As such costs change in response to technical innovation, Golden points out that

… input assumptions to financial analyses will change as IT organizations begin to re-evaluate application resource consumption models. Many application designs will move toward a continuous operation of a certain base level of resource, with additional resources added and subtracted in response to changing usage. The end result will be that the tipping point calculation is likely to shift toward an asset operation model rather than an asset ownership one.


1. Both Amazon and IBM, amongst others, offer reduced hourly rates for customers that sign-up for a fixed-length commitment period.

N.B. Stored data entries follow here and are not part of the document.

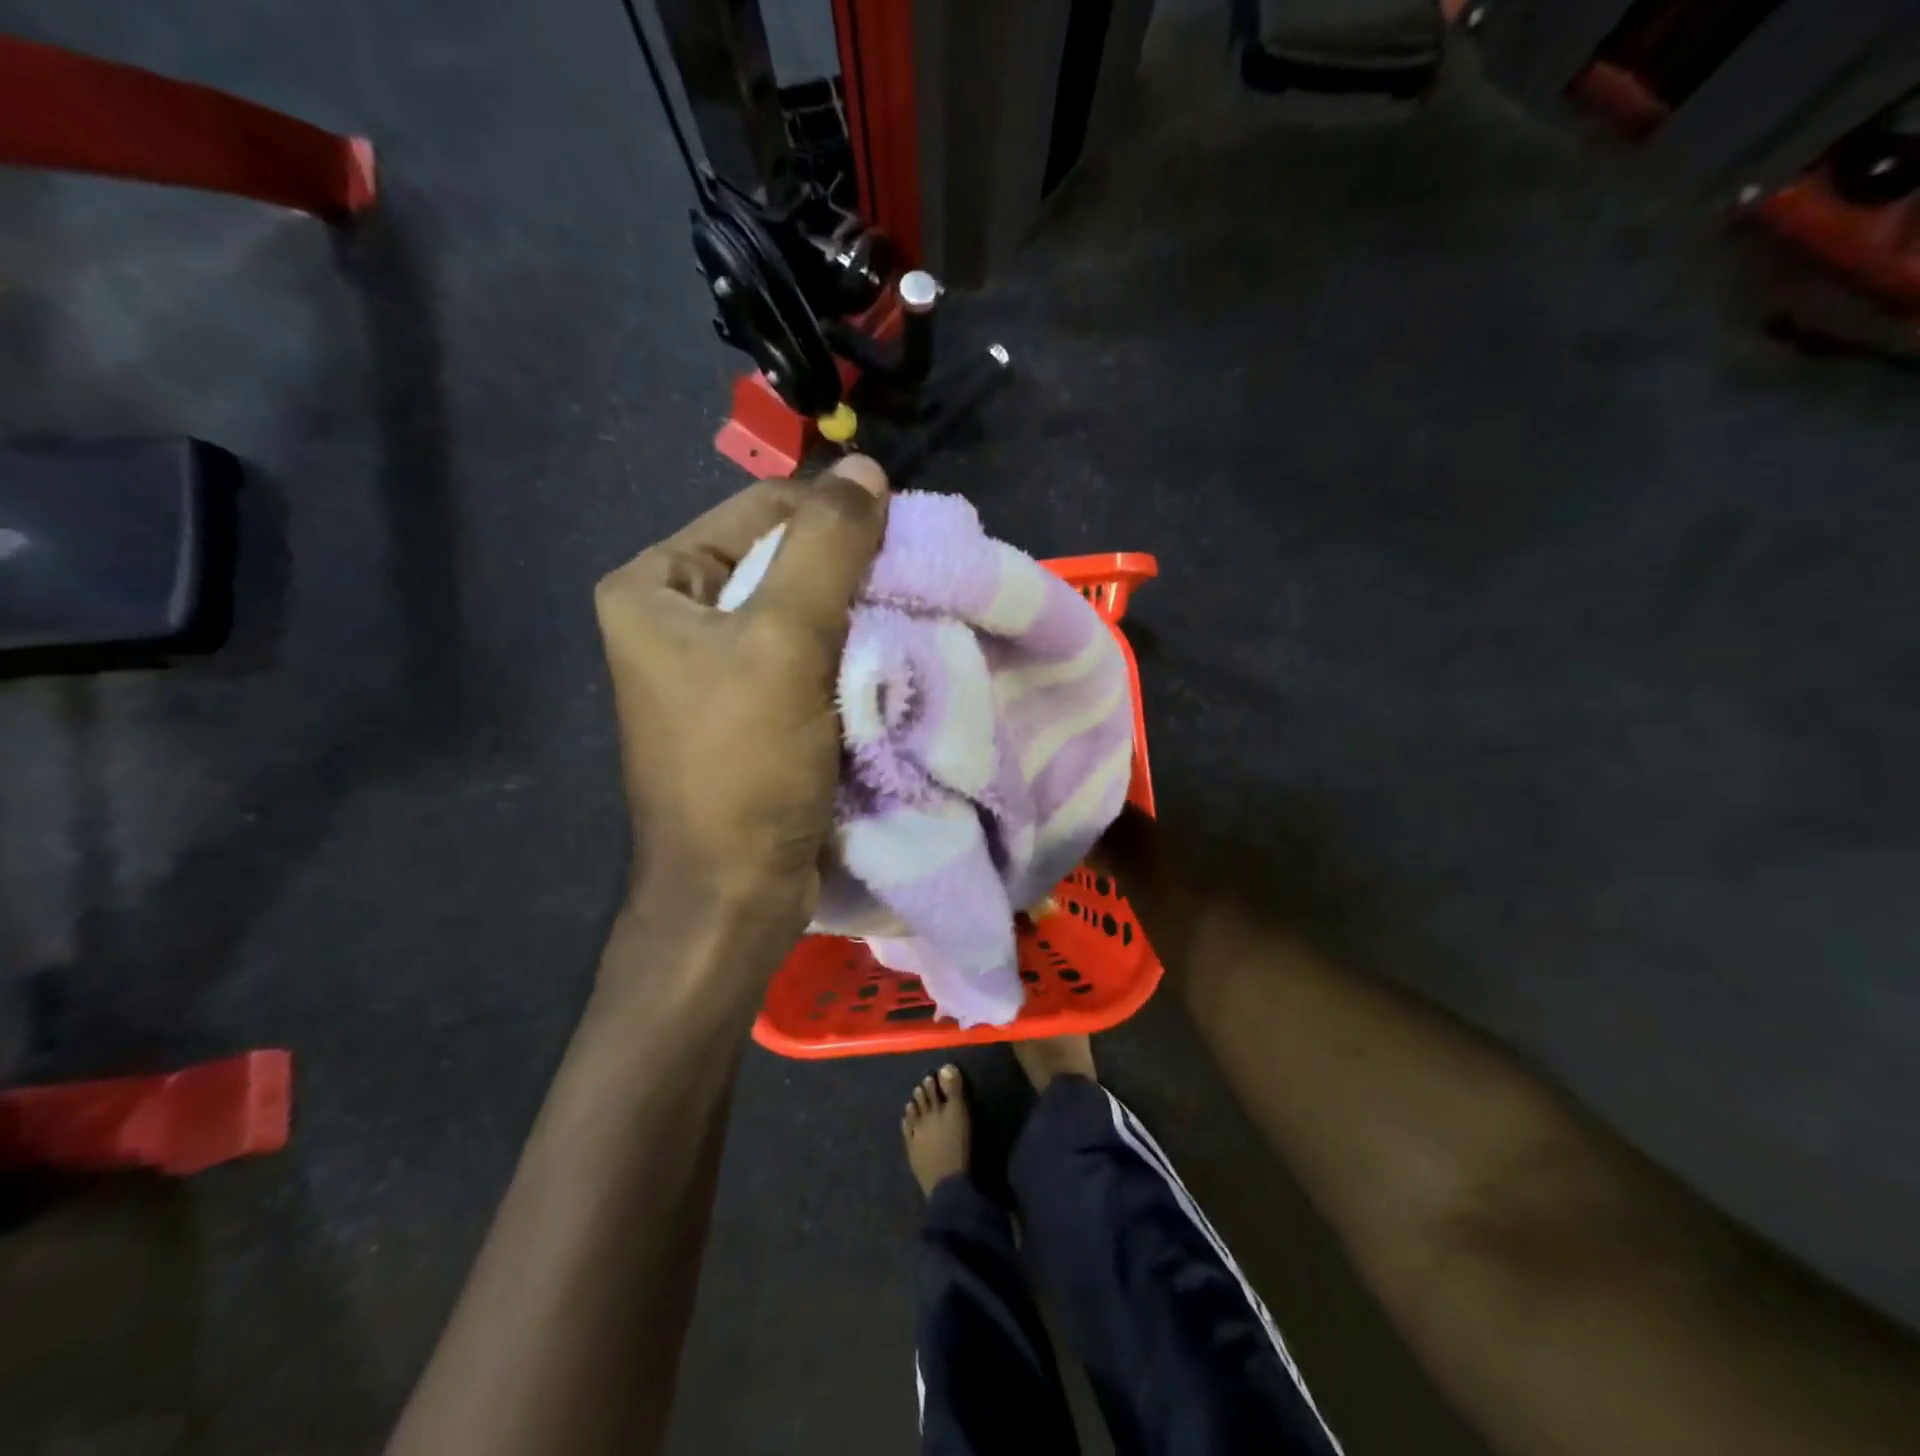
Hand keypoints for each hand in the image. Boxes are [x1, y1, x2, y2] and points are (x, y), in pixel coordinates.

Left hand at [594, 457, 888, 943]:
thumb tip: (865, 468)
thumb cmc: (743, 765)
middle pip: (781, 561)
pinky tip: (890, 660)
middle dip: (850, 573)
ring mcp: (713, 667)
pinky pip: (808, 657)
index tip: (902, 541)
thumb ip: (826, 549)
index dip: (833, 519)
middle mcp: (676, 618)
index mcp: (654, 586)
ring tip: (911, 620)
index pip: (758, 512)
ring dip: (858, 616)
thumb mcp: (783, 643)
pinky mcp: (750, 709)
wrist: (734, 894)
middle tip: (913, 585)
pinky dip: (851, 655)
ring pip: (803, 611)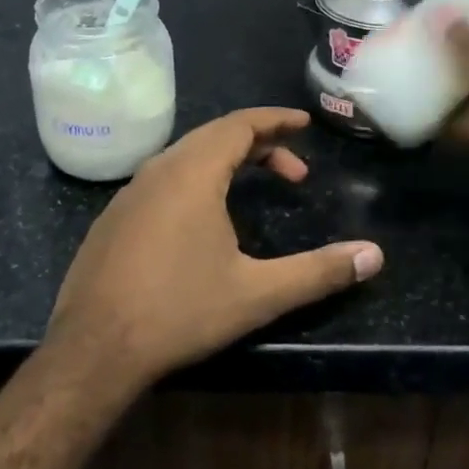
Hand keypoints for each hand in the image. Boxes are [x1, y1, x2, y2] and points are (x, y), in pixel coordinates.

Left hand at [43, 108, 382, 391]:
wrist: (93, 349)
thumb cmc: (179, 311)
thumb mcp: (257, 294)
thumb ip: (318, 272)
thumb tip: (375, 256)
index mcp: (193, 173)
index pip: (240, 125)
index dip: (275, 120)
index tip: (304, 123)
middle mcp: (159, 169)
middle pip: (214, 136)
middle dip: (259, 143)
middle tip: (294, 168)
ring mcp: (130, 192)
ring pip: (186, 156)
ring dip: (225, 161)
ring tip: (254, 186)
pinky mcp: (114, 217)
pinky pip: (163, 178)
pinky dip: (196, 178)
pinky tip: (204, 216)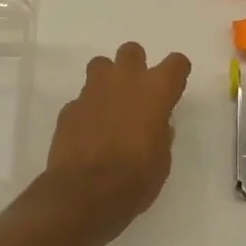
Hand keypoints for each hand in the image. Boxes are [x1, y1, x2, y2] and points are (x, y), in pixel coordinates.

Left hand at [40, 42, 191, 245]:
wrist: (84, 194)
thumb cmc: (135, 180)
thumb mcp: (162, 160)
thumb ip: (160, 132)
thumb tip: (156, 124)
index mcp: (155, 91)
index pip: (176, 63)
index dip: (176, 73)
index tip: (173, 90)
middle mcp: (124, 81)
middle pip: (132, 51)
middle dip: (135, 66)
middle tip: (136, 93)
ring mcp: (92, 91)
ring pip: (101, 65)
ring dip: (107, 80)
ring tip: (109, 107)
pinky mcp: (69, 108)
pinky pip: (82, 99)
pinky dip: (87, 110)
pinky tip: (88, 133)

Amazon and ‘Enterprise-class’ computing

The recent Amazon outage has created some heated discussion as to whether Amazon’s services are enterprise ready or not. Much of the discussion seems to miss the point. For example, saying that Amazon is not enterprise-class is like saying an IBM x-server is not enterprise-class. Not very helpful and not very meaningful.

Amazon is a provider of compute and storage, like the aforementioned server. Give that server RAID direct-attached-storage, or dual-homing to a SAN, power from two UPSs and a mirror image of itself in another data center and you can perform synchronization between the two. Lo and behold, enterprise-class computing!

This can all be achieved with Amazon using different ‘Availability Zones’ in more than one Region and the appropriate software. And of course there is an associated price.

The reality is that the majority of Amazon’s clients are startups (many in the social networking space) that are willing to take the risk (or don’t comprehend it) in return for scalability, agility and above all the right price. Another significant group of clients are enterprises in search of cheap, agile compute for problems requiring mass horizontal scalability, but not persistence.

The really fascinating question behind this outage is the economic one, i.e. what level of risk/cost ratio are companies willing to tolerate for Information Technology.

Countless small enterprises that make heavy use of IT don’t have diesel backup and rely on their electrical utility to provide adequate uptime… sans SLA I might add. This is exactly the calculation that anyone using Amazon and its ilk is making–whether they are aware of it or not.

The cloud is all about economics—as are public electrical utilities—and we are in an important phase in the ongoing maturation of Information Technology: a field who’s economics have long been cloudy (pun intended) to say the least.

Microsoft is serious about the Cloud

A credible follow-on to Steve Ballmer’s bubbly “we’re all in” speech at the University of Washington in March has finally landed in the form of a very comprehensive white paper from Microsoft’s Corporate Strategy Group.

In typical Microsoft fashion, there’s no reference to the established competition; the implicit assumption being that the Cloud is all Microsoft’s to take — a replay, perhaps, of the PC and Server revolution 25 years ago. Given the inexorable decimation of the Midrange system and Unix server market by Windows over the last 15 years, not to mention the stranglehold on the corporate desktop, Cloud’s current market leaders would do well to revisit the lessons of the past in the hope that they can be avoided in future.

For a comprehensive treatment, see Cloud Computing Journal’s assessment of Microsoft’s White Paper. Not only is this an analysis of Microsoft’s take on the true value proposition of Cloud Computing but it also reveals more than ever before the implications for Microsoft’s existing businesses and their presumed future strategy.